Pennell is as close to a veteran of such a high-profile task as you can get - he was director of technology for the Manchester Commonwealth Games in 2002. Before signing up for the Olympics in November 2008, he was CIO at The Co-Operative Group, where he oversaw a major, multimillion-pound IT transformation programme.
Despite the obvious pressures of such a job, he's in his element.
"The dirty little secret is that I'm really rather enjoying myself at the moment," Pennell told Computer Weekly at the TOC launch.
"This is the point where everyone is working very hard, it's all coming together, and most of my job now is more reactive than it was a year-and-a-half ago, when it was about strategy, finding suppliers, signing contracts, recruiting staff, and gearing up the team. We're at the stage now where it's about managing the team and keeping everybody together - I quite enjoy that."
Elements of the Olympics IT roll over from one Games to the next - key supplier Atos is contracted by the International Olympic Committee as its worldwide IT partner, which means developing and running core systems for games management and results information, that are used in every summer and winter Olympics.
But for London, Pennell has to introduce a lot of new developments.
"Quite a lot of the software in London is a new architecture," he says. "We have tried to rethink the way the technology works. There's an awful lot of new software to deal with"
Few of the Games IT systems are transactional - the main focus is on collecting and distributing data, in particular results and timings for events. In London, 30% more results data will be processed than in Beijing in 2008, and the growth of fans accessing that data via the web and mobile phones presents a particular step-up in expectation.
The Olympics IT team has developed a new common interface specification for handling data from applications, with an XML schema defined for the Olympics data feed.
More real-time results information will be published than ever before, with plans in place for "significantly enhanced" access to information for the public, including smartphone and tablet apps to help spectators and sports fans enjoy the experience even more.
But with such a wide output of data all over the world, security is an inevitable concern.

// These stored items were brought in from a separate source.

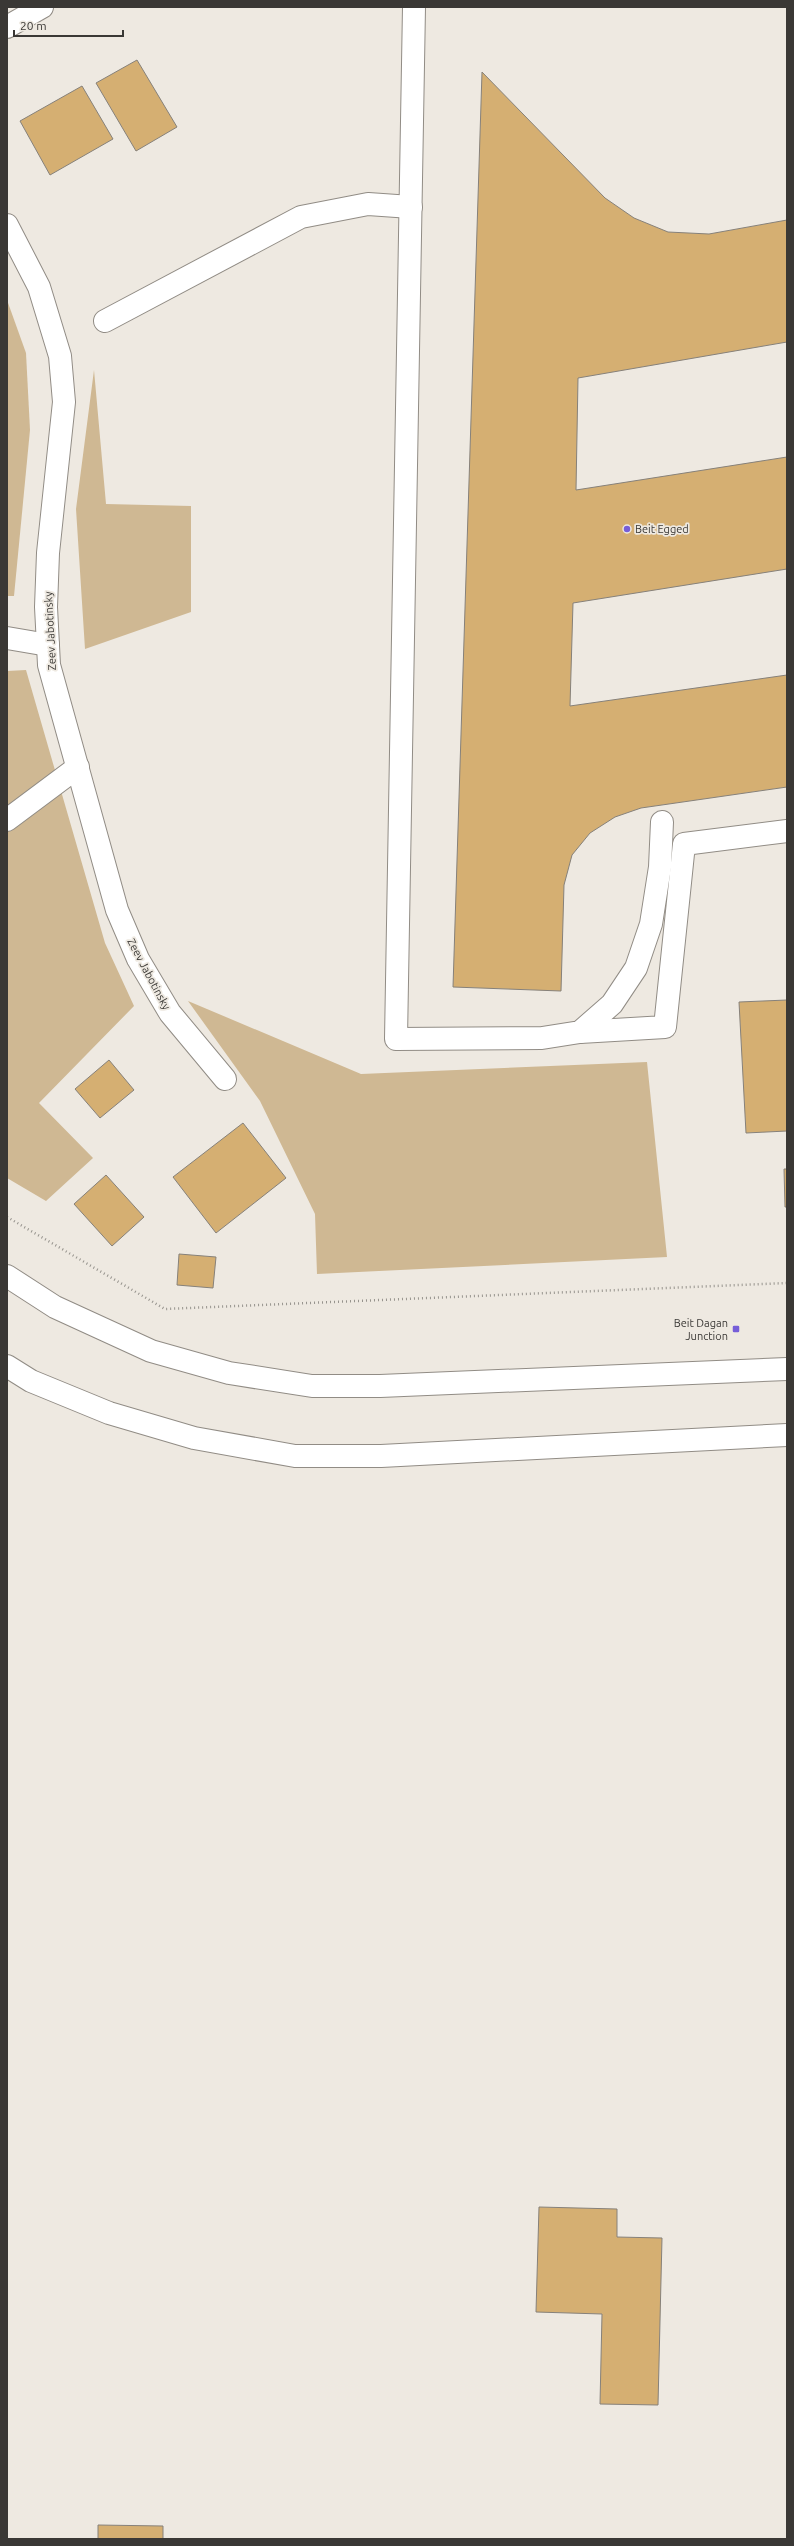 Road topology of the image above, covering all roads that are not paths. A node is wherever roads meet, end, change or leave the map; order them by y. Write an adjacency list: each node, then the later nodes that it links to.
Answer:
1 (42, 7): 3 (street)
2 (414, 7): 4 (street)
3 (7, 27)
4 (411, 207): 6 (street); 13 (street)
5 (7, 225): 8 (street, Zeev Jabotinsky)
6 (105, 321)
7 (7, 638): 8 (street)
8 (48, 645): 9 (street, Zeev Jabotinsky)
9 (78, 767): 10 (street); 14 (street, Zeev Jabotinsky)
10 (7, 820)
11 (662, 822): 13 (street)
12 (787, 831): 13 (street)
13 (580, 1032)
14 (225, 1079)
15 (7, 1276): 17 (street)
16 (7, 1366): 18 (street)
17 (787, 1369)
18 (787, 1435)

Pennell is understandably reluctant to discuss details of the Olympics' IT security measures, and he insists that so far there is no evidence of any greater cyber threat or hacker attacks as publicity around the Games builds up.
"We keep mission-critical components quite separated from externally facing systems," he says.
"We use a content delivery network to push out data, which makes it hard for us to be hit by a denial of service attack because our front end is highly distributed."
The demands of tech-savvy spectators keen to share their Olympics experience with friends via social media will be a new challenge for 2012, and one the IT team is taking seriously. Pennell has been in talks with the mobile network operators, as well as working with BT to provide open Wi-Fi in the Olympic Park in Stratford.
"We have worked closely with BT and the mobile operators to make sure there is enough infrastructure to provide a good level of service during the Games," he says.
"But there will always be moments when the demand is so huge in sporting events that not everybody can get access."
From here on, the priority is testing the systems that have been designed and built ready for next summer. A series of sporting events to test every aspect of the Games' venues is well underway, with IT testing as part of that.
The biggest test exercise for the IT comes in March and May next year, when technical rehearsals take place, to simulate a wide range of possible problems.
"We will throw hundreds of scenarios at the TOC," says Pennell. Likely tests include cyber attacks as well as physical attacks, even checking what happens if someone unplugs cables or switches off servers.
Between now and the Opening Ceremony on 27 July, it will be a case of ticking off one milestone after another to get the IT proven and ready for when the eyes of the world will be on London - and the Olympics technology will be central to everyone's enjoyment of the sporting spectacular.
"Broadly things are performing as expected," says Pennell. "We are where we need to be."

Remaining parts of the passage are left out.